Well yes and no is my answer, always safe, but attack me on this after I finished my little story. Strictly speaking observers right now have a point. But we first have to go back to 1975 to see what was going on. In 1975, we entered stagflation with a negative supply shock caused by commodities, more precisely oil which was much more important in those days for business cycle reasons than it is right now. It was the first time that policy makers in the post war golden era were confronted with rising prices and rising unemployment, something which was not supposed to happen when using traditional Keynesian models. Interest rates in those days were also on the rise and the Bundesbank - under a Klasen/Schlesinger leadership - embarked upon QE worth 1% of German GDP. There are 2 remarkable features related to this story. First of all, it was explained as a mis-communication, a so-called slip of the tongue. And then of course with the pre-announcement of QE, they simply had to execute the initiative. Now I for one don't buy these kind of stories, this was intentional and from out of a 1975 perspective fully understandable : we don't know how to cope with the current crisis situation so let's try something unconventional. And so they did - probably also under some political pressure from the SPD Schmit government in those days - in order to lower interest rates and kick start credit demand. Unfortunately the wrong remedy for business cycle reasons because the root of the problem was elsewhere (supply side, not demand). As is the case right now by the way : private sector credit demand- today the consumer - has been overstretched and lowering interest rates is just a step into the Keynesian liquidity trap with more negative side effects than beneficial ones in the short term (remuneration of savings to name one).
And you could also read this one between the lines when the official justification was made public :
....“we can only operate open market policy in order to regulate the money market, but not to finance the public deficit”. So in other words, the Bundesbank needed to purchase bonds in order to maintain monetary policy’s transmission channel.

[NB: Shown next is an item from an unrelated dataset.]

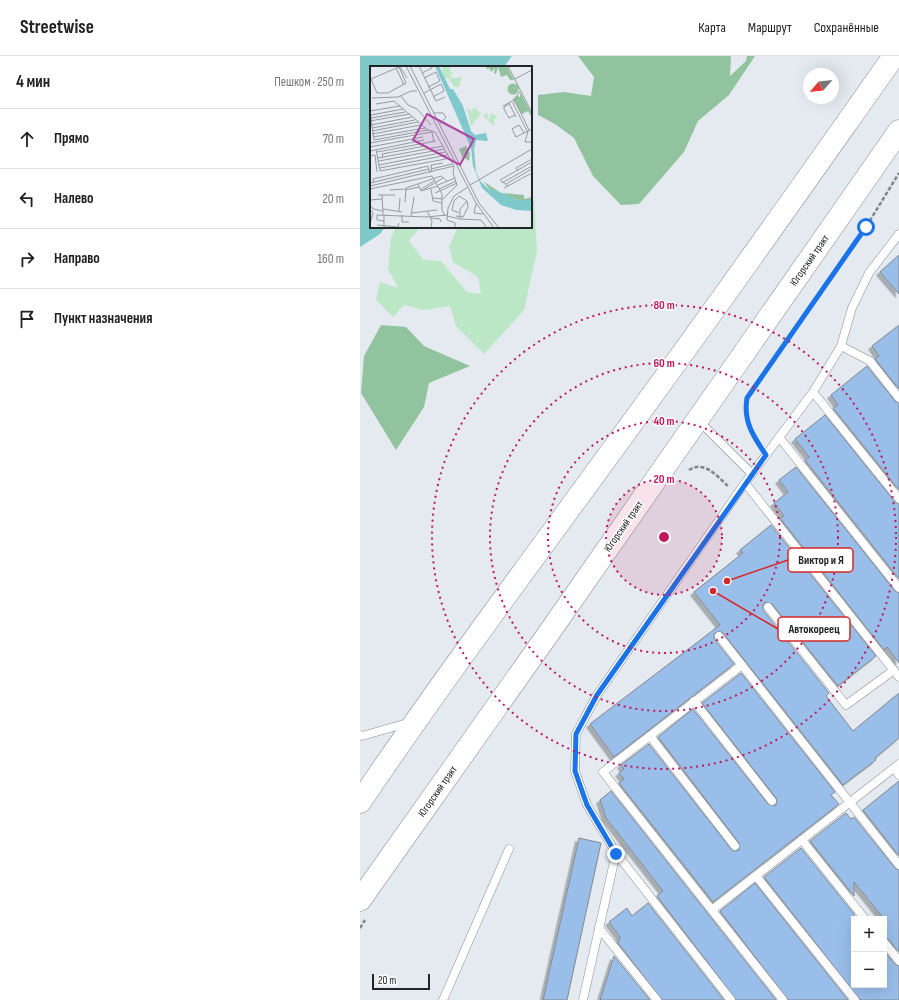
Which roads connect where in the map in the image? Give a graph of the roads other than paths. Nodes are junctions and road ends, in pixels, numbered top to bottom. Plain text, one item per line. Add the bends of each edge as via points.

The Bundesbank had set a monetary growth target for the year for the first time, which it risked missing (money growth slowed to 5.7% in May 1975, below the target for the year of 8%).
And Mario Draghi apparently is using the same line of thinking. In his 2 August statement, he referred to the same problems of the monetary transmission break-down in order to justify future QE efforts:
"Exceptionally high risk premia are observed in government bond prices in several countries and financial fragmentation hinders the effective working of monetary policy."

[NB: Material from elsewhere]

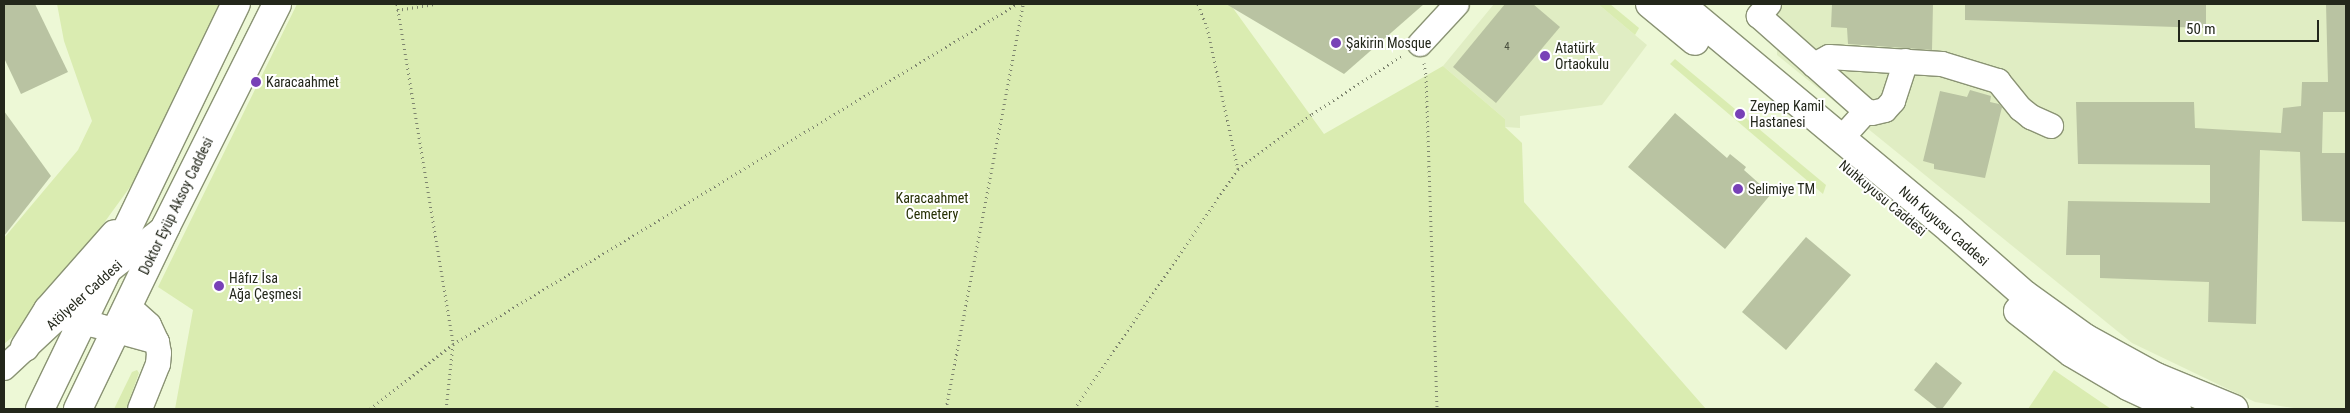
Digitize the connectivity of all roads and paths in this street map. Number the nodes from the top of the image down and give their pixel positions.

So QE is put on the table for reasons of monetary transmission problems, way back in 1975, in the US and Japan over the past couple of years and now in Europe. Is it the right argument ? Probably not, in the best case scenario very partially. Does it matter ? Probably not, because in the perception of our monetary and political leaders other higher interests are at stake, both political and from a global banking sector nature. And history will tell us if they have a point in buying precious time with this move and at the same time putting the Germans "off side".
For those who know me by now and in view of the silly lazy season, any excuse is a good excuse to play some music. The seventies are glam rock, punk, ska/reggae, Led Zeppelin, Ziggy stardust, Velvet Underground, Synthesizers, symphonic bombastic rock (Queen, Genesis etc), Joy Division. But the seventies are also fun, the "wrong music" we apparently like many years after the facts. For me top of the bill are KC & the Sunshine Band (the real Miami Sound Machine), the Tramps, Barry White & the Love Unlimited Orchestra, all the episodes of Soul Train, Chic & Nile Rodgers, blow section bands. But since it's 1975, my choice has been restricted. For some peculiar reason, I consider "Griechischer Wein" from Udo Jurgens not appropriate. So we leave you with the following no1 hits. Van McCoy and "Do the Hustle" ("do it, just do it !"), also because of the trumpet section. And to conclude the jazzy funky "Pick up the Pieces", originally from the Irish Average White Band. But today, I think we should let Candy Dulfer having a go at blowing that funky horn.